What is being asked:
In the records below, tally every line containing "Большой". Report only the total.

(Data excerpts)

--------------------------------

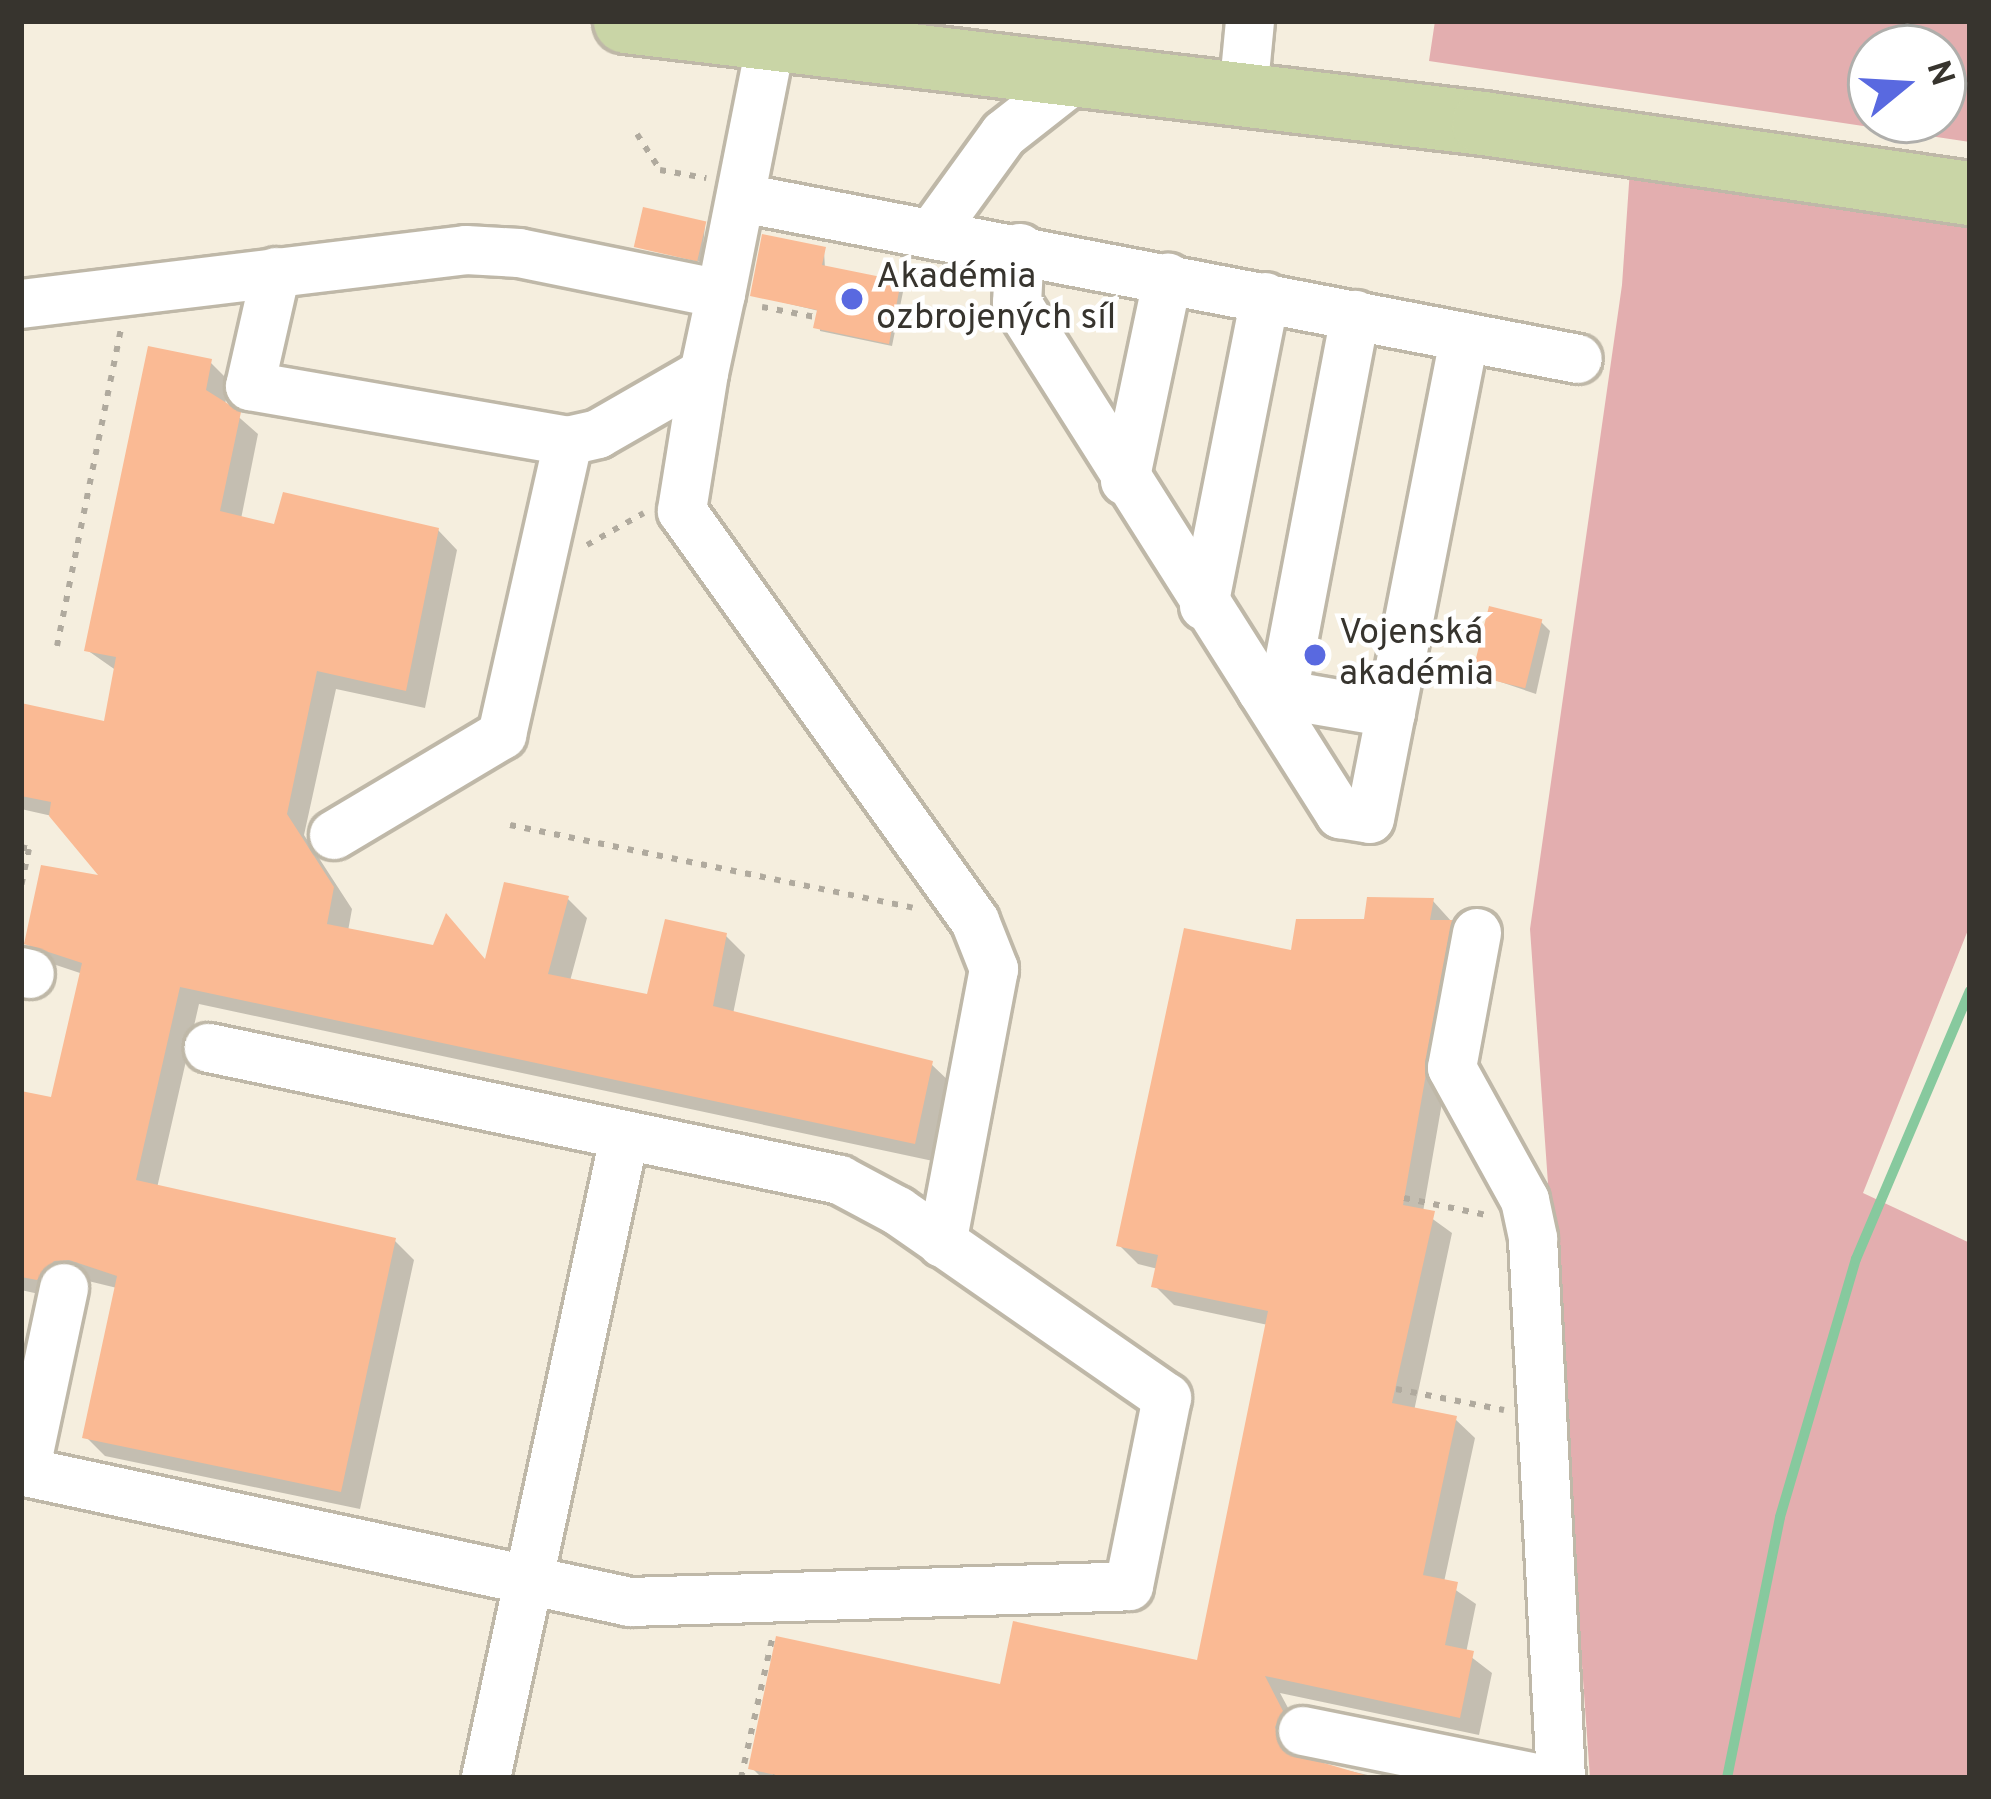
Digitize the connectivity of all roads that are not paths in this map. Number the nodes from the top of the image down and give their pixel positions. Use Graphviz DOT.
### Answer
graph roads {
  1 [pos="625,21"];
  2 [pos="1250,21"];
  3 [pos="771,41"];
  4 [pos="1078,76"];
  5 [pos="1243,94"];
  6 [pos="744,191"];
  7 [pos="1970,194"];
  8 [pos="933,232"];
  9 [pos="1020,248"];
  10 [pos="276,272"];
  11 [pos="1168,277"];
  12 [pos="721,294"];
  13 [pos="1265,297"];
  14 [pos="21,304"];
  15 [pos="1355,315"];
  16 [pos="1466,337"];
  17 [pos="1578,359"];
  18 [pos="704,373"];
  19 [pos="568,441"];
  20 [pos="1125,481"];
  21 [pos="1204,606"];
  22 [pos="1273,693"];
  23 [pos="1391,712"];
  24 [pos="334,835"];
  25 [pos="1477,933"];
  26 [pos="209,1048"];
  27 [pos="624,1138"];
  28 [pos="942,1243"];
  29 [pos="64,1288"];
  30 [pos="23,1472"];
  31 [pos="530,1578"];
  32 [pos="1303,1731"];
  33 [pos="485,1778"];
  34 [pos="1536,1778"];
  35 [pos="1561,1778"];
  1 -- 3 [label="main road"];
  2 -- 5 [label="street"];
  3 -- 4 [label="main road"];
  3 -- 6 [label="street"];
  4 -- 5 [label="main road"];
  4 -- 8 [label="street"];
  5 -- 7 [label="main road"];
  6 -- 8 [label="street"];
  6 -- 12 [label="street"];
  8 -- 9 [label="street"];
  9 -- 11 [label="street"];
  9 -- 20 [label="street"];
  10 -- 12 [label="street"];
  10 -- 14 [label="street"];
  10 -- 19 [label="street"];
  11 -- 13 [label="street"];
  11 -- 20 [label="street"];
  12 -- 18 [label="street"];
  13 -- 15 [label="street"];
  13 -- 21 [label="street"];
  15 -- 16 [label="street"];
  15 -- 22 [label="street"];
  16 -- 17 [label="street"];
  16 -- 23 [label="street"];
  18 -- 19 [label="street"];
  18 -- 28 [label="street"];
  19 -- 24 [label="street"];
  20 -- 21 [label="street"];
  21 -- 22 [label="street"];
  22 -- 23 [label="street"];
  22 -- 23 [label="street"];
  25 -- 35 [label="street"];
  26 -- 27 [label="street"];
  27 -- 28 [label="street"];
  27 -- 31 [label="street"];
  28 -- 31 [label="street"];
  29 -- 30 [label="street"];
  30 -- 31 [label="street"];
  31 -- 33 [label="street"];
  32 -- 34 [label="street"];
}
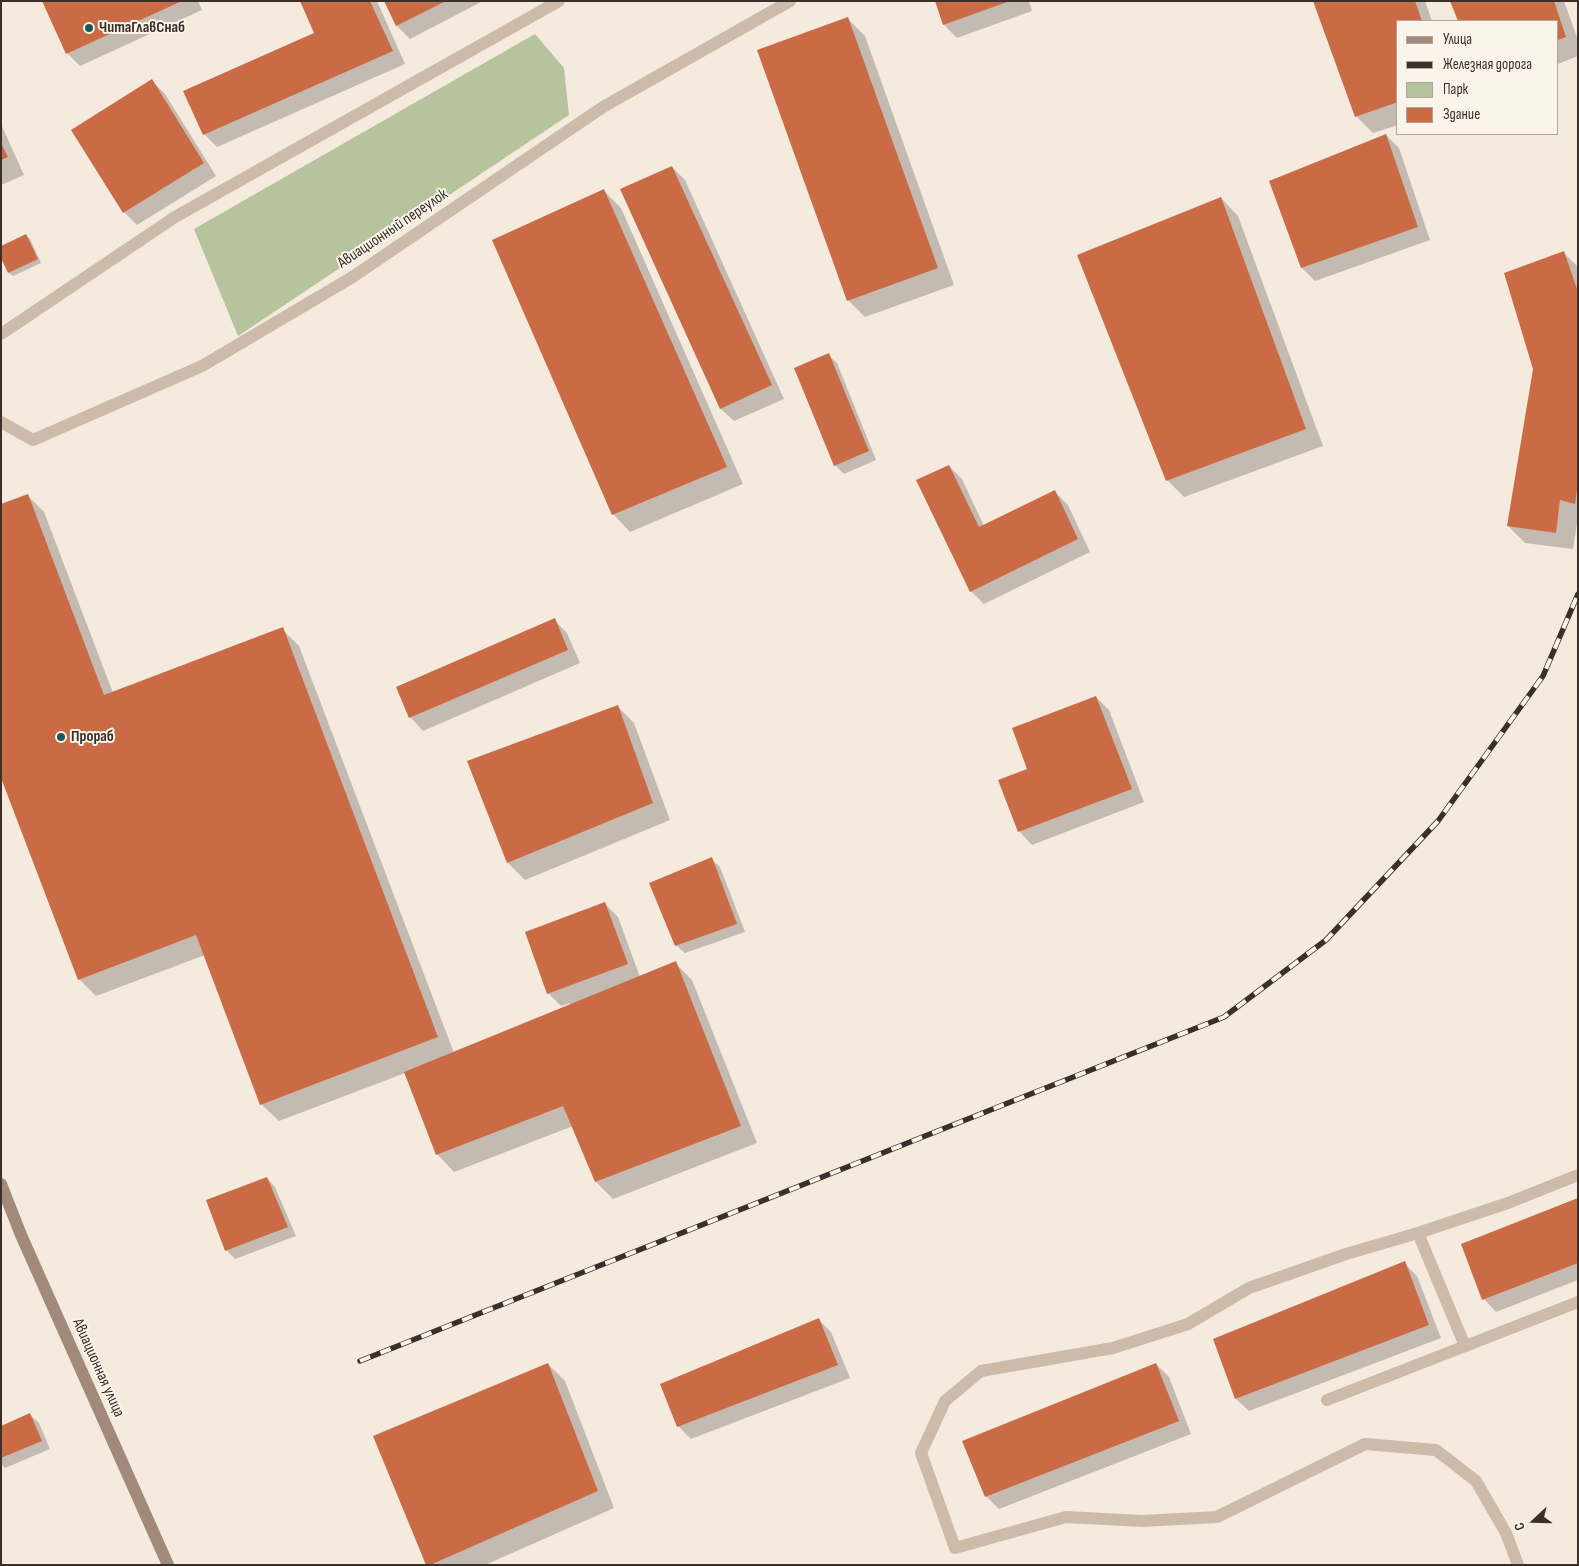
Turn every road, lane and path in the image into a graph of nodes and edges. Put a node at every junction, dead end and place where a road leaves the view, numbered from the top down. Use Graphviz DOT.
graph roads {
  1 [pos="559,1"];
  2 [pos="790,1"];
  3 [pos="1,334"];
  4 [pos="1,422"];
  5 [pos="1578,1175"];
  6 [pos="1,1184"];
  7 [pos="1418,1232"];
  8 [pos="1578,1302"];
  9 [pos="1465,1346"];
  10 [pos="1327,1400"];
  11 [pos="168,1565"];
  12 [pos="1518,1565"];
  1 -- 3 [label="street"];
  2 -- 4 [label="street, Авиационный переулок"];
  5 -- 7 [label="street"];
  6 -- 11 [label="main road, Авиационная улица"];
  7 -- 9 [label="street"];
  7 -- 12 [label="street"];
  8 -- 9 [label="street"];
  9 -- 10 [label="street"];
}
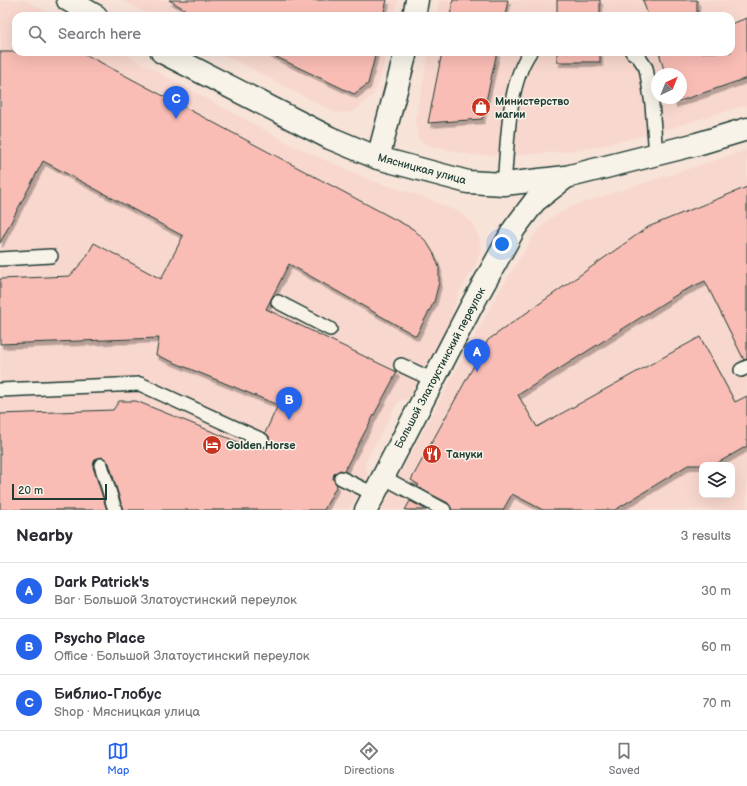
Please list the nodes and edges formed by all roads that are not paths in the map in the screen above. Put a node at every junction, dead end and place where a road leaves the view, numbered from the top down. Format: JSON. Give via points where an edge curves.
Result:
{"nodes":[{"id":1,"x":68,"y":0,"type":"edge"},
{"id":2,"x":417,"y":0,"type":"edge"},
{"id":3,"x":89,"y":12,"type":"edge"},
{"id":4,"x":415,"y":12,"type":"edge"},
{"id":5,"x":170,"y":56,"type":"edge"},
{"id":6,"x":405,"y":56,"type":"edge"},
{"id":7,"x":527,"y":56,"type":"edge"},
{"id":8,"x":638,"y":56,"type":"edge"},
{"id":9,"x":747,"y":129,"type":"edge"},
{"id":10,"x":656,"y":155,"type":"junction"},
{"id":11,"x":378,"y":158,"type":"junction"},
{"id":12,"x":566,"y":177,"type":"junction"},
{"id":13,"x":504,"y":184,"type":"junction"},
{"id":14,"x":51,"y":256,"type":"dead end"},
{"id":15,"x":0,"y":259,"type":"edge"},
{"id":16,"x":278,"y":302,"type":"dead end"},
{"id":17,"x":330,"y":328,"type":"dead end"},
{"id":18,"x":401,"y":364,"type":"dead end"},
{"id":19,"x":433,"y":380,"type":"junction"},
{"id":20,"x":0,"y":390,"type":"edge"},
{"id":21,"x":262,"y":440,"type":"dead end"},
{"id":22,"x":101,"y":465,"type":"dead end"},
{"id":23,"x":341,"y":478,"type":"dead end"},
{"id":24,"x":374,"y":494,"type":"edge"},
{"id":25,"x":115,"y":510,"type":"edge"},
{"id":26,"x":444,"y":510,"type":"edge"}],
"edges":[{"from":1,"to":3,"type":"main road"},
{"from":2,"to":4,"type":"main road"},
{"from":5,"to":11,"type":"main road","name":"Мясницкая улица","via":[[330,138]]},
{"from":6,"to":11,"type":"main road"},
{"from":7,"to":13,"type":"lane","via":[[516,80]]},
{"from":8,"to":10,"type":"lane","via":[[646,68]]},
{"from":9,"to":10,"type":"main road","name":"Мясницкая улица"},
{"from":10,"to":12,"type":"main road","name":"Мясницкая улица"},
{"from":11,"to":13,"type":"main road","name":"Мясницкая улица","via":[[468,182]]},
{"from":12,"to":13,"type":"main road","name":"Мясницкая улица"},
{"from":12,"to":19,"type":"main road","name":"Большой Златоустинский переулок","via":[[535,201],[514,229]]},
{"from":14,"to":15,"type":"lane"},
{"from":16,"to":17,"type":"lane"},
{"from":18,"to":19,"type":"lane"},
{"from":19,"to":24,"type":"main road","name":"Большой Златоустинский переулок"},
{"from":20,"to":21,"type":"lane","via":[[140,384]]},
{"from":22,"to":25,"type":"lane"},
{"from":23,"to":24,"type":"lane"},
{"from":24,"to":26,"type":"lane"}]}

--------------------------------

Result for this task:
2